Cloud backup service, Crashplan, lost all of his data. Cloud dystopia? - zx2c4
http://jeffreydonenfeld.com/blog/2011/12/crashplan-online-backup-lost-my-entire-backup-archive/

======
veidr
CrashPlan is a real nightmare -- horrible almost-worse-than-nothing backup. I
have two personal experiences with them.

I bought a year of CrashPlan Family service for my dad and sister. The backup
service went down a couple times for DAYS and WEEKS at a time. Sounds
extremely similar to this poster's experience. What the hell use is that?
Eventually in their case it did start working again, but obviously going many
days without backup is not really backup.

For instance: <https://crashplan.zendesk.com/entries/457404>

The other one I had was once when I was trying out CrashPlan for the first
time. I had rsync-based backups too, and was just testing out crash plan. A
hard drive failed and I tried to restore my 60-GB home directory. It took
something like ELEVEN DAYS. And, it fucked up all the mod-times of all my
folders. They may have fixed the mod time issue since then, though, I think.

I would never rely on CrashPlan for anything.

When I want easy-peasy backups that work perfectly, I use Arq (Mac-only).
Unlike CrashPlan, it is both fast and extremely reliable.

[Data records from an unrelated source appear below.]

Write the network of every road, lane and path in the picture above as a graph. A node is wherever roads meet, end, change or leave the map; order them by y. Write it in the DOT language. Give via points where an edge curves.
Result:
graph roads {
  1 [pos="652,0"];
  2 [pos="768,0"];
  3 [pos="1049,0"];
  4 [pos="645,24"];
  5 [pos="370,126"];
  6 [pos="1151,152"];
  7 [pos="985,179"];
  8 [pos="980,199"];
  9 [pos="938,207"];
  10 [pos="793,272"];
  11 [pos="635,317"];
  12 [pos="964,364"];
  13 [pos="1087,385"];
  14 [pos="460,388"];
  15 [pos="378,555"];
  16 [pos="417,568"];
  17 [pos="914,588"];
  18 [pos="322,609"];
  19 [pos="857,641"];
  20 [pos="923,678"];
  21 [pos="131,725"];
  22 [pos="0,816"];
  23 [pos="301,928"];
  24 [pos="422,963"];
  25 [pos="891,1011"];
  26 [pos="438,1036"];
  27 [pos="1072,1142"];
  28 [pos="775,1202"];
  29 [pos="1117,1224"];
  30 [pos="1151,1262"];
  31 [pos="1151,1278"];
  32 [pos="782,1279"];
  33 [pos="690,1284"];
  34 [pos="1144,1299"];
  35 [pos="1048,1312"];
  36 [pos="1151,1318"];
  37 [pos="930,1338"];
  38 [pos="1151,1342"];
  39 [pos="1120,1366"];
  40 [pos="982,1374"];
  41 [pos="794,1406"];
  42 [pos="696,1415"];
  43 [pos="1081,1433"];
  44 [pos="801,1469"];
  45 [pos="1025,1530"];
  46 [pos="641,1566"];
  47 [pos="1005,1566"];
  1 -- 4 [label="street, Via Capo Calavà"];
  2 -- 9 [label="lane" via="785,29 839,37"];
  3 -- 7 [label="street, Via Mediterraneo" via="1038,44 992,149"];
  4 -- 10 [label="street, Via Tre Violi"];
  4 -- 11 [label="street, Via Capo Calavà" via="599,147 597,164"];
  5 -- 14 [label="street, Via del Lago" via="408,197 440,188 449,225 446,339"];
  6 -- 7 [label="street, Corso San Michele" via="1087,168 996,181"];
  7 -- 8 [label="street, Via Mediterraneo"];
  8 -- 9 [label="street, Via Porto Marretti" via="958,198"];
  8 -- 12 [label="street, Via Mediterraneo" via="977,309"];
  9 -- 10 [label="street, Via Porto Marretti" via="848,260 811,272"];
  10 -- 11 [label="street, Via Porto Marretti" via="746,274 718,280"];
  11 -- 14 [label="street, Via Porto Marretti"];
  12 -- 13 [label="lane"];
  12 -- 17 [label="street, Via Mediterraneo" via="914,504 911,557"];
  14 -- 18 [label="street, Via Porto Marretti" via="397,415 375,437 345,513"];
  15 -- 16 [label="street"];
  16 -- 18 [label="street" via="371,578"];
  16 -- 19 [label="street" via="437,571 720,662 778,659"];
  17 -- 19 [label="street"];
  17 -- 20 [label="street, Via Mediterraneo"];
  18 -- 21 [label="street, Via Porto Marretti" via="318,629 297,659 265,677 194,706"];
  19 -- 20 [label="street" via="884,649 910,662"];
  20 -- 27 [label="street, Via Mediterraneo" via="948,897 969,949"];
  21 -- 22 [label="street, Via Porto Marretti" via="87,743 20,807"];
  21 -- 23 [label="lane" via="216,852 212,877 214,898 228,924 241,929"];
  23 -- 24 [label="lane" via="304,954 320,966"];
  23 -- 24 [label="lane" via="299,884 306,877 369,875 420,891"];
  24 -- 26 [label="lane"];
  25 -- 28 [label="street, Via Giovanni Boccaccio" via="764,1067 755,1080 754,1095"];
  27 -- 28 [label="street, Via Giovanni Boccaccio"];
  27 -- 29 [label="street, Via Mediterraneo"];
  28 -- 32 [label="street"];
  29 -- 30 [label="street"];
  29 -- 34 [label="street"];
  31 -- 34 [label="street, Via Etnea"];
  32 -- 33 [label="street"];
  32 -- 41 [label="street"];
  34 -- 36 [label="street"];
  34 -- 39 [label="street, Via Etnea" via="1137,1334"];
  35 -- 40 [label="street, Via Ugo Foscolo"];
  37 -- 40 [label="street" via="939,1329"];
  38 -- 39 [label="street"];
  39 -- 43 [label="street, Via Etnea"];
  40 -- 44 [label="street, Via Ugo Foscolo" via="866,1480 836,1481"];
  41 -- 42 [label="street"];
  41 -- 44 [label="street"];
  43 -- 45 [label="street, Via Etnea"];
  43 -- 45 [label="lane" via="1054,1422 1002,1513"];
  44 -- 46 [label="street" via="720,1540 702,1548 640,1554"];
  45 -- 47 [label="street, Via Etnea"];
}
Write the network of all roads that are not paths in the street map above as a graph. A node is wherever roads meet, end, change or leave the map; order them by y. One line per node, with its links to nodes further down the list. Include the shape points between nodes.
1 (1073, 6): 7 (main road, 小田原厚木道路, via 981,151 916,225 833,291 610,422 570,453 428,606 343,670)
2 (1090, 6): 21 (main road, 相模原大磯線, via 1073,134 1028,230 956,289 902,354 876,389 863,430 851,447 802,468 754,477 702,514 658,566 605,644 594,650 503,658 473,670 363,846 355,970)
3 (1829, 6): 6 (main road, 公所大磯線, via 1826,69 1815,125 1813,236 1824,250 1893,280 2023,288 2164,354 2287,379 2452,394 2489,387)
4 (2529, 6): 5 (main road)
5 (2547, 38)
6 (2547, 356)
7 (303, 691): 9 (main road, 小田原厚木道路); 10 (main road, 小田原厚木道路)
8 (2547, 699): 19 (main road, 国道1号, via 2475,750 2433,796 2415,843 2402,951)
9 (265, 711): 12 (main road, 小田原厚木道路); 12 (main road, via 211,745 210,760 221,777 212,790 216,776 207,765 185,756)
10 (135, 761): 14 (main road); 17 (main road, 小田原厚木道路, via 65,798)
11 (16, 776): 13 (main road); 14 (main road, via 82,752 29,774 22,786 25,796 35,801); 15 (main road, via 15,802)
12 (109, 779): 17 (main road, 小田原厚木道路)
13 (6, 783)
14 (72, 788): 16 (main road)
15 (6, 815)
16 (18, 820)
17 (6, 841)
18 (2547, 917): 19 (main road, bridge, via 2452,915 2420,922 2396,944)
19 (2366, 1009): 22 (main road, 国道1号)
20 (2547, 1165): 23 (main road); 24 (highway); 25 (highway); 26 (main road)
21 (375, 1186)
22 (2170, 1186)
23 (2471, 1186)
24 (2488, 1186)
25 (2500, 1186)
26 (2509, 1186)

But, that isn't an apples-to-apples comparison; since Arq (securely) backs up
to Amazon S3, it costs something like a hundred times more than CrashPlan,
which has flat-rate 'unlimited' storage (which is of course extremely limited
by their bandwidth throttling).

I wish CrashPlan was good, but it is not. That doesn't mean cloud backup is
inherently flawed, though. You would have to do a great deal of work yourself
to implement backups as reliably as Arq.

<http://www.haystacksoftware.com/arq/>

(Not a stakeholder; just a fan.)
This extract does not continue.